Set out each line from the following listing that includes the word "their".
═══ Records
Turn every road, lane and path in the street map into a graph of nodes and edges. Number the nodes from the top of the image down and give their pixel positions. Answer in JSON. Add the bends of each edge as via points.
══════
═══ Records
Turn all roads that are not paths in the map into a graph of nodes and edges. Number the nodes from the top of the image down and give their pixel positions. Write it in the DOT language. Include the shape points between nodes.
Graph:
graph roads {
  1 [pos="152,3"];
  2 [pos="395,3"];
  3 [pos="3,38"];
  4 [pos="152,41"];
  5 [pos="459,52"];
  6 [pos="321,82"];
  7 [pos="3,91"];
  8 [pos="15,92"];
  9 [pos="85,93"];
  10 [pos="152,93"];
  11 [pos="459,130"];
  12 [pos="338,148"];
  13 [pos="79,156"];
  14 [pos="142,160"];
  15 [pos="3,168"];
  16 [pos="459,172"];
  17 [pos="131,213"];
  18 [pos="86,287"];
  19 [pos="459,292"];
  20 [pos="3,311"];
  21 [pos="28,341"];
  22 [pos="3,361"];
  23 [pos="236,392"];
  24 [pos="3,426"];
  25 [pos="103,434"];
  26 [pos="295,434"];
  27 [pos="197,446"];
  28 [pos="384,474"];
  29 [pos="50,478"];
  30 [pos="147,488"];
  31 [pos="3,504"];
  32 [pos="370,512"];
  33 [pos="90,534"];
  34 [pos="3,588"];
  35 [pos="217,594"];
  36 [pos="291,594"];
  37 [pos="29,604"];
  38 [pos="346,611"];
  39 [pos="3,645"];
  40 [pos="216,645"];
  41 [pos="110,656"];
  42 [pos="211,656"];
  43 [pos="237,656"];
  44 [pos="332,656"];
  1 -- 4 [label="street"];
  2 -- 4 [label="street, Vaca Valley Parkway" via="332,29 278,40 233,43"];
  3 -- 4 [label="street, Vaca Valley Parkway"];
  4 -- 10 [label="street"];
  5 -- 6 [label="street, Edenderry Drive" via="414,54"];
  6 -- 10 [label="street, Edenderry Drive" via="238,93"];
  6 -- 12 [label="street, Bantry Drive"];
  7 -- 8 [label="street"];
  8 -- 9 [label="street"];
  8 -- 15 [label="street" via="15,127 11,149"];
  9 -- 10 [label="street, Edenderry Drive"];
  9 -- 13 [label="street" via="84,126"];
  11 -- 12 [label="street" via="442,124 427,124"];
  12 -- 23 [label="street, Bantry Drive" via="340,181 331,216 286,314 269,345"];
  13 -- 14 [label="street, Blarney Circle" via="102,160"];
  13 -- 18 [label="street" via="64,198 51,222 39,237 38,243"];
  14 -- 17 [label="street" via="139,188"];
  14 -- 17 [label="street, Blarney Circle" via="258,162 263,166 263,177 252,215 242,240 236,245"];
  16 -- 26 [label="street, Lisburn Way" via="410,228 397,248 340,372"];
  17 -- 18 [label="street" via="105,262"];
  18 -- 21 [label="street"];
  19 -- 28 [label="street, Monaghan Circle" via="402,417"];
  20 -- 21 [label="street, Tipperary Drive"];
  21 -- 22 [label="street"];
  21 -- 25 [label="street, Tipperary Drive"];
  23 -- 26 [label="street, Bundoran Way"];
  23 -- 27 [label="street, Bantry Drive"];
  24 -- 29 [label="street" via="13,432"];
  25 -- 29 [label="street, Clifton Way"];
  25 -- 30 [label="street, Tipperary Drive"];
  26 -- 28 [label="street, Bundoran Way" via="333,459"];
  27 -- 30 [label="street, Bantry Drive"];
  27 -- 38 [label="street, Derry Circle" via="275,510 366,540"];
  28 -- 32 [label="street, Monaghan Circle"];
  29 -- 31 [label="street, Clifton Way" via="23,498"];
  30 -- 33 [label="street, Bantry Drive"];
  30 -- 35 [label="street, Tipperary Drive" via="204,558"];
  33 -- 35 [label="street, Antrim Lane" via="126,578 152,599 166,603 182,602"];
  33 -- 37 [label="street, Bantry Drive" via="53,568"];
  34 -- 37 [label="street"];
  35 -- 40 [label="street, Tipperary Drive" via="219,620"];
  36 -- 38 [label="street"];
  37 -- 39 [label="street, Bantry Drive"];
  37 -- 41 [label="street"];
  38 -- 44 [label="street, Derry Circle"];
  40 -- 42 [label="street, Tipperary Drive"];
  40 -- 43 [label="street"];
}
══════
> _Solution to the problem_
Turn every road, lane and path in the street map into a graph of nodes and edges. Number the nodes from the top of the image down and give their pixel positions. Answer in JSON. Add the bends of each edge as via points.
Turn all roads that are not paths in the map into a graph of nodes and edges. Number the nodes from the top of the image down and give their pixel positions. Write it in the DOT language. Include the shape points between nodes.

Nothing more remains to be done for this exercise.